The illustrative case involves a dispute between a city and an engineering firm.  Pursuant to a written contract, the firm was hired to perform engineering and design services for the city’s water system (“original services”).  It also provided engineering documents to support the city’s application for governmental stimulus funds to improve the city’s wastewater treatment plant (“stimulus services”).  The stimulus services were offered pursuant to a separate proposal for $210,000, which the city’s mayor signed.

When the city refused to pay the engineering firm’s invoice for stimulus services, the firm filed suit based on the proposal signed by the mayor.  The city defended on the grounds that the mayor had no authority to sign the proposal, because it was not approved by a quorum of the city council.  Accordingly, the mayor’s signature was ultra vires and the signed proposal was not binding.

As a rebuttal, the firm argued that the proposal was indirectly agreed to in the original services contract, which states the engineering firm will:

 provide the supporting engineering documents … in order to convert this project from ‘fundable’ to ‘funded’ for a Lump Sum fee of $5,000…. Under separate covers [the engineering firm] will be preparing a scope, budget and schedule for the actual design work for the Headwords (sic) and associated improvements (including the Design Development Report for the overall plant) and also will submit a grant application to Rural Development to fund the development of a capital master plan for the water and wastewater systems. Additional engineering fees will only be contracted once funding has been committed.

At trial, a jury found for the engineering firm in the amount of $203,000.  The city appealed the verdict.

Quantum Meruit Against a Municipality?

The city appealed the verdict because, it argued, quantum-meruit claims are not permitted against municipalities.  As noted in prior posts listed above, such a defense is generally valid when raised by counties, school boards, and other governmental bodies.  In fact the court recognized that “quantum meruit is not available when a county is the defendant.”  However, as against a municipality, the court found that the quantum-meruit claim was proper.

While the city failed to object to the verdict form and waived the objection on appeal, the court nevertheless found the claim was permissible.  The court held where an agreement exists to perform lawful services for a municipality but is not otherwise enforceable as a valid express contract — such as an ultra vires contract — the claimant is permitted to recover to the extent of the value of the benefit provided to the municipality.

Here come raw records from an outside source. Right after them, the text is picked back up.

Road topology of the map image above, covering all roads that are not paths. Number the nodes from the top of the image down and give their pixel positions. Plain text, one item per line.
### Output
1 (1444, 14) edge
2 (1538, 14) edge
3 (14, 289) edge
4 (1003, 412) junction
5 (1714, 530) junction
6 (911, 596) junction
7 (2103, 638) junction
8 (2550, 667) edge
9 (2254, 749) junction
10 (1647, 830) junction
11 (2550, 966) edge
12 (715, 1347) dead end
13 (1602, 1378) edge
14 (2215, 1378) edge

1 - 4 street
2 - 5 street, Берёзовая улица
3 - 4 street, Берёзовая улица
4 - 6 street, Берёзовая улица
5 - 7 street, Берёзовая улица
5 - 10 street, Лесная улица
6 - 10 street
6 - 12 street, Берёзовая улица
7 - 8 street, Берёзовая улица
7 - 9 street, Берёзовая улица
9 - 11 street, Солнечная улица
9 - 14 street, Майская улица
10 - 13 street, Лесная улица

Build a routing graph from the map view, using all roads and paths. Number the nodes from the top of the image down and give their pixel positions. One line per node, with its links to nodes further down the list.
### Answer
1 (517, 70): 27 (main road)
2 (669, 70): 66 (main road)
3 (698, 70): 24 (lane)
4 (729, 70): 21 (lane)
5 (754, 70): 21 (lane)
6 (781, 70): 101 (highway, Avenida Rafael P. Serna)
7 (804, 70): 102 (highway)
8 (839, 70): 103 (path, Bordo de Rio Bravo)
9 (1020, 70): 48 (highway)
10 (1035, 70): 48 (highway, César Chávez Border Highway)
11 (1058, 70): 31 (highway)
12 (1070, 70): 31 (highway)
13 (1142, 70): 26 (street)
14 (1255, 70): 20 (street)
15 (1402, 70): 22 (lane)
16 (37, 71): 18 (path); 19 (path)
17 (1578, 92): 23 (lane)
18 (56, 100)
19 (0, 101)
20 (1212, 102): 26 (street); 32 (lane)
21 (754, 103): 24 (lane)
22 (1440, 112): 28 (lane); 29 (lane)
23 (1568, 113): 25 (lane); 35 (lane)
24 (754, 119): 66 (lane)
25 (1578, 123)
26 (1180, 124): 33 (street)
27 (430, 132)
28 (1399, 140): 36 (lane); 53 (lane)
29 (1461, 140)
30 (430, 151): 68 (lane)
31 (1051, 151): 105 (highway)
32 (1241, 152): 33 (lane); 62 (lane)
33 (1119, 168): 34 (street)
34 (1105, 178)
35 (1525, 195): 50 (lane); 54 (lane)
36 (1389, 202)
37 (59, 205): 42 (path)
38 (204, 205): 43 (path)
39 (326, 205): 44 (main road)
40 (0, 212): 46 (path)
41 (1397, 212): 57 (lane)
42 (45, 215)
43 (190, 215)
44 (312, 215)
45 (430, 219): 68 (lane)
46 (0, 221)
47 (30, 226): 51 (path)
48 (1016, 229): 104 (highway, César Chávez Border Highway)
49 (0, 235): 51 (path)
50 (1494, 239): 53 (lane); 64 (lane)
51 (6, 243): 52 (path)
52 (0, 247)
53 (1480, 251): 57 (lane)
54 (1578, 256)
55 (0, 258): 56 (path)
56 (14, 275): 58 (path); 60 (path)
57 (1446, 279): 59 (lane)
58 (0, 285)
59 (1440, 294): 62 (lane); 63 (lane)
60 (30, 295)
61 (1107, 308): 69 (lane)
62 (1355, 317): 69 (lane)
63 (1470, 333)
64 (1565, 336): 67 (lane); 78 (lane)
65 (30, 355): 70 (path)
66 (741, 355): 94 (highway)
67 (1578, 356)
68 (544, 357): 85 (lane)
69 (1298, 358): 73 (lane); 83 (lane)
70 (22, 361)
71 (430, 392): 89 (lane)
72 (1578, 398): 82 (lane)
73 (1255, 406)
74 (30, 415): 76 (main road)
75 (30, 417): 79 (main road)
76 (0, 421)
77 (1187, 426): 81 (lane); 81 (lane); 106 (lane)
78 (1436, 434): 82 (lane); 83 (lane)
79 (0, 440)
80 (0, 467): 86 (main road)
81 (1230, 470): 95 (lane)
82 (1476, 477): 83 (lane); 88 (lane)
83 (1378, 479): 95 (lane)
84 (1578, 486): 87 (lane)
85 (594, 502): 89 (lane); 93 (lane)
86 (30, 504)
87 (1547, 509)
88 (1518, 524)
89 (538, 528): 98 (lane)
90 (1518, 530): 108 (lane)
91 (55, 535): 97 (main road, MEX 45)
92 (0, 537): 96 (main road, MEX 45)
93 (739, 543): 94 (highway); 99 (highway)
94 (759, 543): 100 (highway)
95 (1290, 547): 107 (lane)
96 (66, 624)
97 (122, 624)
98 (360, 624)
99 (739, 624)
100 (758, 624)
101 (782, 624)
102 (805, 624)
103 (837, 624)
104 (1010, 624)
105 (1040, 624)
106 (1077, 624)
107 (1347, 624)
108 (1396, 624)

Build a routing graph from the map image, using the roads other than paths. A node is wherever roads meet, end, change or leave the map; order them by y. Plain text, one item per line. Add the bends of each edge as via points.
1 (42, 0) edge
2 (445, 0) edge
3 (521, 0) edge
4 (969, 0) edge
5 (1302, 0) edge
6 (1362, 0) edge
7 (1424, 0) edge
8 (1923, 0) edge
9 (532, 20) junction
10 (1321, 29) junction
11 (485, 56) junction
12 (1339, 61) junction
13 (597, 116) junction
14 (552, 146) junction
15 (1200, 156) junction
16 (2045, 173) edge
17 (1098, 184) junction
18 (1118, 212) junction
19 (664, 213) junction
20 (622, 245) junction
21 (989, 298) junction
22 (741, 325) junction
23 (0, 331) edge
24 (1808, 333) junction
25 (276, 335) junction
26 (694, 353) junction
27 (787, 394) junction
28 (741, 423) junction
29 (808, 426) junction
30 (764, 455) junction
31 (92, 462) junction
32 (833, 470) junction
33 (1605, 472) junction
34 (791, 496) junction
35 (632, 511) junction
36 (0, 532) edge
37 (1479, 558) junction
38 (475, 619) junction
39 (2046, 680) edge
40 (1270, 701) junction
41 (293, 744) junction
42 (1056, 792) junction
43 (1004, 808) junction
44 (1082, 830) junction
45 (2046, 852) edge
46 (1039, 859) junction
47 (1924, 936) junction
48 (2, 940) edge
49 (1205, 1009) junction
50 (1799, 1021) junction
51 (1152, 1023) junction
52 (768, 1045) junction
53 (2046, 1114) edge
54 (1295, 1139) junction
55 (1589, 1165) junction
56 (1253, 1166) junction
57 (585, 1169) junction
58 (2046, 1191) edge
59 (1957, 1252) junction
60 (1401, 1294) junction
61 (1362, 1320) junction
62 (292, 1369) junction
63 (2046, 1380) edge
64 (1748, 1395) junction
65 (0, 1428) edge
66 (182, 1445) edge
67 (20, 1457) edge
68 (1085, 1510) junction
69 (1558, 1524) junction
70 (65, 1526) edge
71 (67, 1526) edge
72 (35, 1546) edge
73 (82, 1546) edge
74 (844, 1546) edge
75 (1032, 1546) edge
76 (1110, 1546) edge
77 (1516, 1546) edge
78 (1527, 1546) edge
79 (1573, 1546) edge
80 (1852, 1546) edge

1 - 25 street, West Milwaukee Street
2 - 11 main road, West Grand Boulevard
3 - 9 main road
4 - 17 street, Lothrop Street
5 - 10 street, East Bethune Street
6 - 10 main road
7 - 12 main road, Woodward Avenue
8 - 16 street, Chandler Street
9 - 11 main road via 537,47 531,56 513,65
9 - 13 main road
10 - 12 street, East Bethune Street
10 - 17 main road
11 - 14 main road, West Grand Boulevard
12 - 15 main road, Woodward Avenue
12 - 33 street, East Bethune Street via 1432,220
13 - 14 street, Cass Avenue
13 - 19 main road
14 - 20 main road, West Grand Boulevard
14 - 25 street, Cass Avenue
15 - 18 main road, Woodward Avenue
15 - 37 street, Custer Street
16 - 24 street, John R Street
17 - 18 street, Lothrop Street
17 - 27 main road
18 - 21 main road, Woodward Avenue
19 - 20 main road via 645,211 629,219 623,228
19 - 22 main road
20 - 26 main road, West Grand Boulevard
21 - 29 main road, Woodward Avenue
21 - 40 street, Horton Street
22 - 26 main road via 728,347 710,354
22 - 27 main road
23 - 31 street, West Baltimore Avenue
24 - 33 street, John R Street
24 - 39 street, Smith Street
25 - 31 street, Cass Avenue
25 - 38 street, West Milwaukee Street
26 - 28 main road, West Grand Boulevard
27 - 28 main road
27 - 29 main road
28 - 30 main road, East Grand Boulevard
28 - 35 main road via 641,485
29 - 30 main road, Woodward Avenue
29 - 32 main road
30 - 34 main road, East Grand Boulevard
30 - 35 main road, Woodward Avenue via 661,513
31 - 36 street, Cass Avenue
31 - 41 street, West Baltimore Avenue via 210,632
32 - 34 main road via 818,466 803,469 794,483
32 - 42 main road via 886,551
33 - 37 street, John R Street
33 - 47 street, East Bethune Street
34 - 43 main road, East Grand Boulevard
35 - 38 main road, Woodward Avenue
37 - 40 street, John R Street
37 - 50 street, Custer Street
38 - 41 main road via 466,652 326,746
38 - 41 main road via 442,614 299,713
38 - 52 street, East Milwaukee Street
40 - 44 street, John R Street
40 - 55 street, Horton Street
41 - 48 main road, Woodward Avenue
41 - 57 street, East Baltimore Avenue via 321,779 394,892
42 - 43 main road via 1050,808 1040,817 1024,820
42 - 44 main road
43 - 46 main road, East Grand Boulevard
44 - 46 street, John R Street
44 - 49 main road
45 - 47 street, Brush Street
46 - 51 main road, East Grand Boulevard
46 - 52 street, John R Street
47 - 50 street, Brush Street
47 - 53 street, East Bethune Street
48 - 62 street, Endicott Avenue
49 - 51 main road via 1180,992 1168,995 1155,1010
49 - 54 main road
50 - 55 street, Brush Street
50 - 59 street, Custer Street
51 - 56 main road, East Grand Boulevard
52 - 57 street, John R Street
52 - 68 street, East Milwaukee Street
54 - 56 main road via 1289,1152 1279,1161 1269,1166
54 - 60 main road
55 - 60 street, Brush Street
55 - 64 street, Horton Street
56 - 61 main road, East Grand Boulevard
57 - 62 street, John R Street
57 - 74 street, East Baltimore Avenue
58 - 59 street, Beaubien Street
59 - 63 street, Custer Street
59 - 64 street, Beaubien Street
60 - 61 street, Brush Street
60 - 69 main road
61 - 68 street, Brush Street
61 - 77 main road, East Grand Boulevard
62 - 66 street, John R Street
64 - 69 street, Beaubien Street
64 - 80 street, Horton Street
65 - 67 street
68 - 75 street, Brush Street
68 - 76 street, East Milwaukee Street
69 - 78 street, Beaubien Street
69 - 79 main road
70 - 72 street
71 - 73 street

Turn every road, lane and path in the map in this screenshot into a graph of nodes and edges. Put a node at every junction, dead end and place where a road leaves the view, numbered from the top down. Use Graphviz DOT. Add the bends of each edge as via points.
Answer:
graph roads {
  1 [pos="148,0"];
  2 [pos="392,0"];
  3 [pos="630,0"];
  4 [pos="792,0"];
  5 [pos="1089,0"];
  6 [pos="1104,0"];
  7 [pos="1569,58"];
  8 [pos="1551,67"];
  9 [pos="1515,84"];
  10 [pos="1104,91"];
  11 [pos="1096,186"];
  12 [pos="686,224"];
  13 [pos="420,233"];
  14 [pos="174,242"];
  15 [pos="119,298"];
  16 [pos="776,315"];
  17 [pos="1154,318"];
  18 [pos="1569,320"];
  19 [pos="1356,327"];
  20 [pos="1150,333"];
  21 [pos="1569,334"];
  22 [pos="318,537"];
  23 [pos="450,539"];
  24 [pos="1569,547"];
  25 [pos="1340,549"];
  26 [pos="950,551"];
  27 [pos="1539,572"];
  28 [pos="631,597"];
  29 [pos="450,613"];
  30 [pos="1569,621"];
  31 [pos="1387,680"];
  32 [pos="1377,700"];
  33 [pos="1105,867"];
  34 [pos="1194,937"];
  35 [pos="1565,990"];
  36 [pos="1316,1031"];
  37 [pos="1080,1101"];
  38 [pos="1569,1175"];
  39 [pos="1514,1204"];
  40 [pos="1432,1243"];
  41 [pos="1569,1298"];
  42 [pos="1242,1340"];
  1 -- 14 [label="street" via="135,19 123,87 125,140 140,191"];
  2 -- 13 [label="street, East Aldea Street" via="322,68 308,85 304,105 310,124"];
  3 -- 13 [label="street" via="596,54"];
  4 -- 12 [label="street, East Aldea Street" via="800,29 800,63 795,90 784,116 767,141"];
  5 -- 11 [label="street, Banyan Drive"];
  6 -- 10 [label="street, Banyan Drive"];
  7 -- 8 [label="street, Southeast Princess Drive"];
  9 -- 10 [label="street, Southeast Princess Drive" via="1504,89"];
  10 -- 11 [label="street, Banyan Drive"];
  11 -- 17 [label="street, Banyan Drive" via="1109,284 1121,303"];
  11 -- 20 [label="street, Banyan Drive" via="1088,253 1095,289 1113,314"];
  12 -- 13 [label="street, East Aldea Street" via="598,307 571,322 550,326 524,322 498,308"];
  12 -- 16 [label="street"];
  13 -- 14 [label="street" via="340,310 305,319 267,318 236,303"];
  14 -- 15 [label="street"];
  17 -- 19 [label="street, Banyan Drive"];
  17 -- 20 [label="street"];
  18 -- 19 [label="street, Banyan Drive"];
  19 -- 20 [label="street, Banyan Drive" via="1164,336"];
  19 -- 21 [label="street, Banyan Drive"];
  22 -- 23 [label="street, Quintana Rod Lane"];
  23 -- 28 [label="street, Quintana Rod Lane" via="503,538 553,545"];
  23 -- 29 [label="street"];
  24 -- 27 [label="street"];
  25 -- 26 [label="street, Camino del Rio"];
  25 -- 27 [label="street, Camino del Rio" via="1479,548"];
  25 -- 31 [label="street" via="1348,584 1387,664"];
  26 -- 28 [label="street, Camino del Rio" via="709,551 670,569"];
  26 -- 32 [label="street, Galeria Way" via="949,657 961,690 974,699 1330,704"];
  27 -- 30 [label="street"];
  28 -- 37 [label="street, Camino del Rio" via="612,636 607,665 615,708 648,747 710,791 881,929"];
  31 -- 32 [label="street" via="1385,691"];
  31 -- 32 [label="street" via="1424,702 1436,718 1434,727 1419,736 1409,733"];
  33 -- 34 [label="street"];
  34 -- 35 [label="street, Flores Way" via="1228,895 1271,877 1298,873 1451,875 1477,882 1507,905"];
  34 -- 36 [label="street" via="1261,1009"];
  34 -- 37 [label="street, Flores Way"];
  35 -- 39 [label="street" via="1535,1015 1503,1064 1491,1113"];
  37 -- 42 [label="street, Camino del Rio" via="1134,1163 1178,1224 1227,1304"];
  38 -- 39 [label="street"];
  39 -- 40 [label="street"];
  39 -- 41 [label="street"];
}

So why treat counties and municipalities so differently?  The court focused on the statutory basis for contracting with counties.  These requirements are statutory and are given greater weight than an ordinance.  In contrast, the court found no statutory requirements for establishing a contract with a municipality.  To the court, this distinction justified allowing a quantum-meruit claim against municipalities, and precluding against counties.  Since the city could have legally contracted for the services provided, an implied contract (or quantum-meruit claim) exists.

Implication

In light of the courts’ willingness to permit implied-contract claims against municipalities, it is perhaps more important now for municipalities to focus on procurement risk.  They should not allow any work to occur without a valid, written contract that has been executed and authorized by proper persons.

The contracts themselves should attempt to limit implied-contract claims.  It should clearly address the scope of services to be provided, and municipalities should actively prohibit deviation from that scope.  (See Batson-Cook case).  The contract should have strong change-order provisions to address additions, deletions, changes, and unexpected conditions.

By including solid contract provisions, municipalities can more convincingly argue that all work performed by the contractor or engineer was embodied in the written contract.  As a result, non-contract claims, such as implied-contract and quantum-meruit claims, can be defeated by the written contract.